El presidente anfitrión Michel Aoun elogió la decisión de reabrir la frontera jordano-siria y reconoció que esta medida beneficia a Líbano. En primer lugar porque Siria es la única salida terrestre de Líbano; también porque le facilitará el acceso al gas y la electricidad, y finalmente porque permitirá que los camiones libaneses transporten productos agrícolas a los países del Golfo Pérsico vía Siria y Jordania.

¿Normalizarán las relaciones con Siria otros países árabes?

La pregunta inmediata es si tras estos acontecimientos otros países árabes se disponen a normalizar las relaciones con Siria, y la respuesta es negativa en principio. Aunque el mismo miércoles un portavoz del departamento de Estado se desentendió de la apertura del paso de Yaber-Nasib, no existe ninguna otra indicación de que los americanos vayan a modificar su política respecto a Damasco.

Las diferencias entre Trump y Biden son mínimas, si es que existen, en relación con Oriente Próximo y con Siria

Conviene recordar que en las últimas semanas de su mandato, Donald Trump firmó la Ley César que entró en vigor el 17 de enero de 2020, tres días antes de que dejara la Casa Blanca, incorporando una serie de sanciones contra Siria. La Ley César también prevé sanciones para quienes realicen negocios con el gobierno sirio, por lo que las decisiones mencionadas más arriba podrían implicar sanciones contra Jordania, al menos en teoría.

Sin embargo, está claro que Ammán ha recibido garantías de que no le caerá encima ninguna sanción, pues de otra manera no hubiera dado ese paso. Pero esto no significa que la administración de Joe Biden vaya a corregir las políticas de Trump. Las diferencias entre Trump y Biden son mínimas, si es que existen, en relación con Oriente Próximo y con Siria en particular.

Hasta dónde puede llegar el acuerdo tácito entre Washington y Ammán es un enigma, y será preciso que transcurra tiempo para comprobar si otros países árabes se acercan a Damasco, aunque sea levemente, como está haciendo Jordania, y bajo qué condiciones se produce tal aproximación.

El sufrimiento de millones de civiles

La población siria está sufriendo una situación particularmente dolorosa debido a las sanciones americanas y a la Ley César.
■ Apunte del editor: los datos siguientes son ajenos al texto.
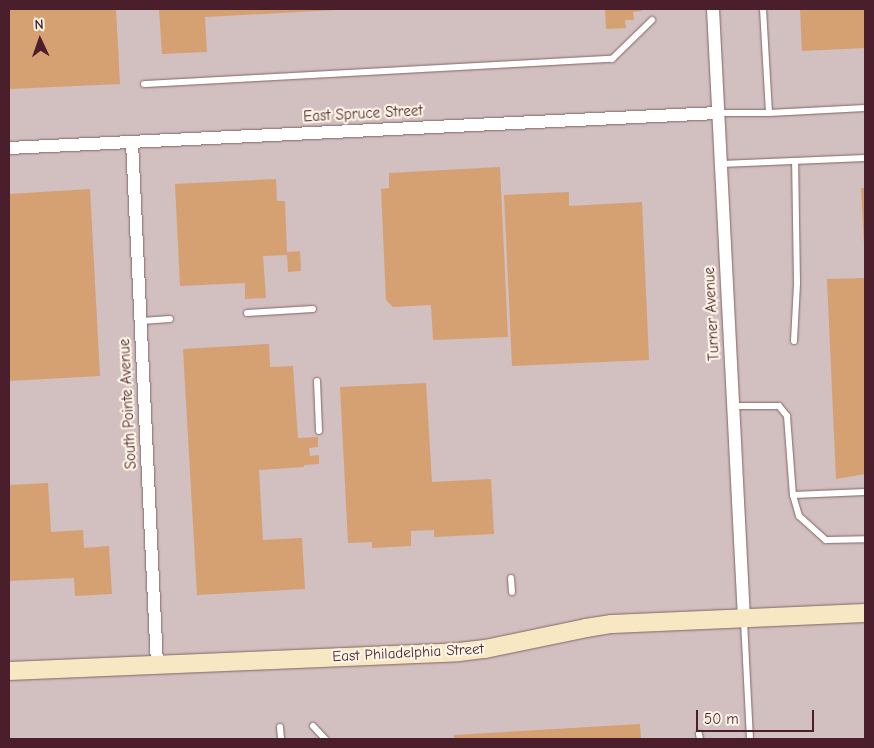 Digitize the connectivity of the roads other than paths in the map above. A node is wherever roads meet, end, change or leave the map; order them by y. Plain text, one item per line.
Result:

Económicamente el país está hundido después de la terrible guerra civil iniciada en 2011, impulsada por potencias occidentales y regionales, pero nadie parece estar preocupado por el sufrimiento de millones de civiles.
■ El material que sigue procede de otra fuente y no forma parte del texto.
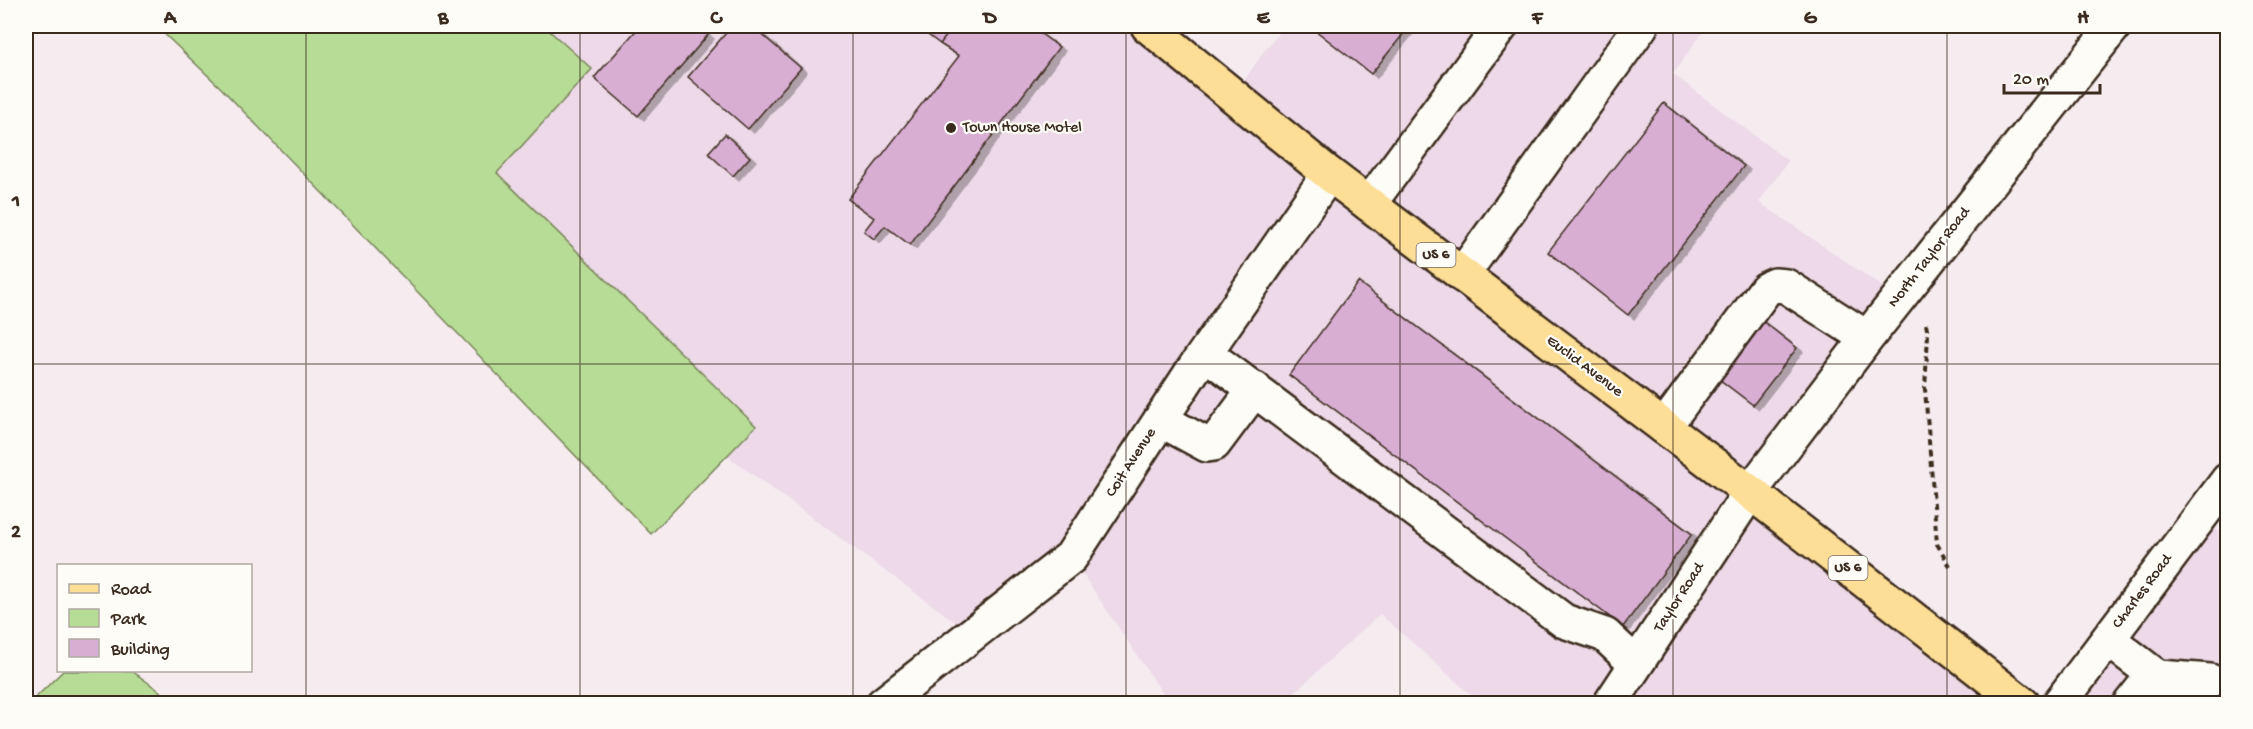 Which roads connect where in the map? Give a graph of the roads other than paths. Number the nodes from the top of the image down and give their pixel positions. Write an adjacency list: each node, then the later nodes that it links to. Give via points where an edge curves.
1 (1148, 26): 5 (main road, Euclid Avenue / US 6)
2 (1501, 26): 6 (street)
3 (1641, 26): 7 (street)
4 (2114, 26): 8 (street, North Taylor Road)
5 (1329, 174): 6 (main road, Euclid Avenue / US 6); 9 (street, Coit Avenue)
6 (1369, 204): 7 (main road, Euclid Avenue / US 6)
7 (1462, 275): 12 (main road, Euclid Avenue / US 6)
8 (1867, 338): 12 (street, via 1786,286 1775,285 1766,289); 14 (street, North Taylor Road)
9 (1205, 352): 10 (street); 11 (street, Coit Avenue)
10 (1255, 389): 11 (street, via 1214,444 1207,445); 16 (street, via 1564,621 1605,635)
11 (1161, 420): 19 (street, Coit Avenue, via 1071,557)
12 (1664, 428): 14 (main road, Euclid Avenue / US 6)
13 (2228, 480): 15 (street, Charles Road)
14 (1750, 492): 16 (street, Taylor Road); 21 (main road, Euclid Avenue / US 6)
15 (2108, 639): 17 (street); 22 (street, Charles Road)
16 (1636, 664): 20 (street, Taylor Road)
17 (2160, 685): 18 (street); 23 (street)
18 (2201, 692)
19 (883, 704)
20 (1610, 704)
21 (2023, 704)
22 (2059, 704)
23 (2130, 704)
Pese a todo, las incipientes relaciones entre Jordania y Siria son todavía puramente económicas

El paso de Yaber-Nasib se abrió después de que funcionarios sirios y jordanos se reunieran para estipular las condiciones de reapertura. Las dos partes acordaron facilitar la circulación de bienes y el comercio, después de que recientemente algunos países árabes se hayan vinculado con Damasco por medio de hilos finos y frágiles.

En Ammán se recuerda que en otro caso similar, el de Irak, las sanciones impuestas por EEUU excluyeron a Jordania, como un gesto destinado a salvar la economía jordana del hundimiento, algo parecido a lo que está sucediendo ahora con Siria. La vecindad es útil para los dos países en la medida que permite a Jordania exportar por carretera sus productos a Siria y Turquía, y a Siria exportar sus productos al Golfo Pérsico.
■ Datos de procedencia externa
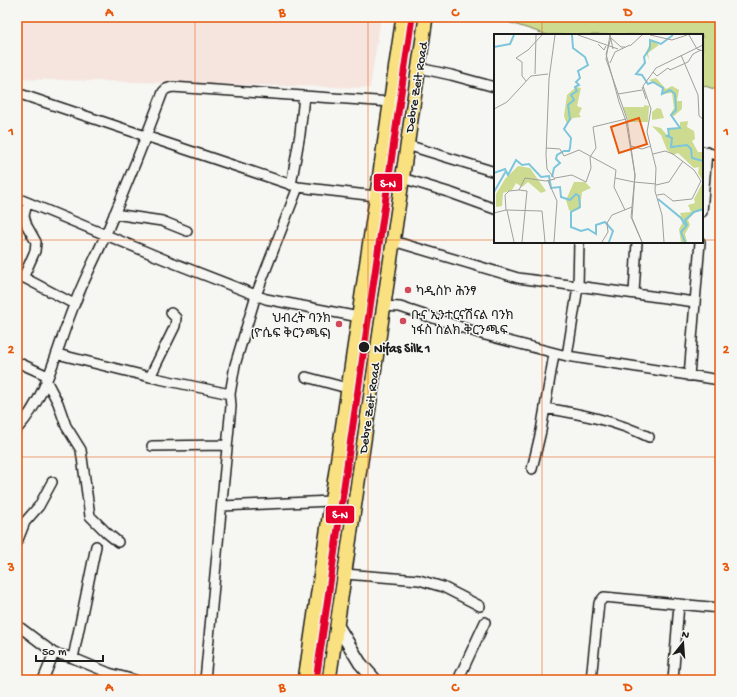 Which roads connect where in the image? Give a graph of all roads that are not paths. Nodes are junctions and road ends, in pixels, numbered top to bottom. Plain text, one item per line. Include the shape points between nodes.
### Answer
1 (403, 17) edge
2 (426, 17) edge
3 (419, 68) junction
4 (494, 86) edge
5 (23, 95) dead end
6 (304, 96) junction
7 (390, 102) junction
8 (146, 137) junction
9 (406, 145) junction
10 (704, 151) edge
11 (720, 156) edge
12 (494, 172) edge
13 (402, 178) junction
14 (703, 182) edge
15 (294, 186) junction
16 (376, 196) junction
17 (17, 198) edge
18 (27, 203) junction
19 (494, 208) edge
20 (114, 214) junction
21 (187, 231) dead end
22 (106, 235) junction
23 (393, 241) junction
24 (579, 243) edge
25 (637, 243) edge
26 (700, 243) edge
27 (20, 276) edge
28 (578, 287) junction
29 (634, 293) junction
30 (256, 295) junction
31 (695, 302) junction
32 (74, 304) junction
33 (383, 306) junction
34 (171, 313) dead end
35 (359, 317) junction
36 (57, 354) junction
37 (554, 354) junction
38 (567, 356) junction
39 (17, 362) edge
40 (689, 376) junction
41 (150, 377) junction
42 (306, 377) dead end
43 (47, 378) junction
44 (720, 380) edge
45 (347, 388) junction
46 (230, 394) junction
47 (545, 408) junction
48 (17, 429) edge
49 (649, 437) dead end
50 (227, 445) junction
51 (152, 446) dead end
52 (532, 469) dead end
53 (52, 482) dead end
54 (331, 501) junction
55 (222, 506) junction
56 (17, 542) edge
57 (118, 542) dead end
58 (96, 546) dead end
59 (345, 574) junction
60 (678, 604) junction
61 (480, 606) dead end
62 (720, 608) edge
63 (486, 622) dead end
64 (17, 625) edge
65 (337, 625) junction
66 (54, 653) junction
67 (73, 658) junction
68 (43, 680) edge
69 (135, 680) edge
70 (205, 680) edge
71 (305, 680) edge
72 (329, 680) edge
73 (375, 680) edge
74 (458, 680) edge
75 (591, 680) edge
76 (673, 680) edge

1 - 7 main road, Debre Zeit Road
2 - 3 main road, Debre Zeit Road
3 - 4 street
3 - 9 main road, Debre Zeit Road
5 - 8 street
6 - 7 street
6 - 8 street via 172,87 163,92
6 - 15 street
7 - 16 main road, Debre Zeit Road
8 - 15 street
8 - 20 street
9 - 12 street
9 - 13 main road, Debre Zeit Road
10 - 11 street
10 - 14 street
13 - 19 street
13 - 23 main road, Debre Zeit Road
15 - 16 street
15 - 30 street
16 - 35 main road, Debre Zeit Road
17 - 18 street
18 - 22 street
18 - 27 street via 24,216 36,242 35,251
20 - 21 street via 162,221
20 - 22 street
22 - 30 street
22 - 32 street
23 - 28 street via 518,278
23 - 33 main road, Debre Zeit Road
24 - 28 street
25 - 29 street
26 - 31 street
27 - 32 street
28 - 29 street
28 - 38 street
29 - 31 street
30 - 35 street
30 - 46 street via 235,365
31 - 40 street
32 - 36 street
33 - 37 street via 400,307
33 - 59 main road, Debre Zeit Road
34 - 41 street via 176,318 175,326
35 - 45 main road, Debre Zeit Road
36 - 41 street
36 - 43 street
37 - 38 street
37 - 47 street
38 - 40 street
39 - 43 street
40 - 44 street
41 - 46 street
42 - 45 street
43 - 48 street via 37,403
43 - 57 street via 66,426 81,450 90,516
45 - 54 main road, Debre Zeit Road
46 - 50 street via 232,406
47 - 49 street via 608,421
47 - 52 street
50 - 51 street
50 - 55 street
53 - 56 street via 39,506 25,522
54 - 55 street
54 - 71 main road, Debre Zeit Road
55 - 70 street
58 - 67 street
59 - 61 street via 419,580 443,587
59 - 65 main road, Debre Zeit Road
60 - 62 street
60 - 75 street via 604,597 599,603
60 - 76 street
63 - 74 street
64 - 66 street
65 - 72 main road, Debre Zeit Road
65 - 73 street via 360,663
66 - 67 street
66 - 68 street
67 - 69 street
Las incipientes relaciones entre Jordania y Siria son en la actualidad puramente económicas, puesto que la apertura del paso de Yaber-Nasib y la circulación de gas y electricidad beneficia a ambos países, pero la economía suele tener implicaciones políticas, de manera que será necesario aguardar un poco para ver si también tiene un alcance político.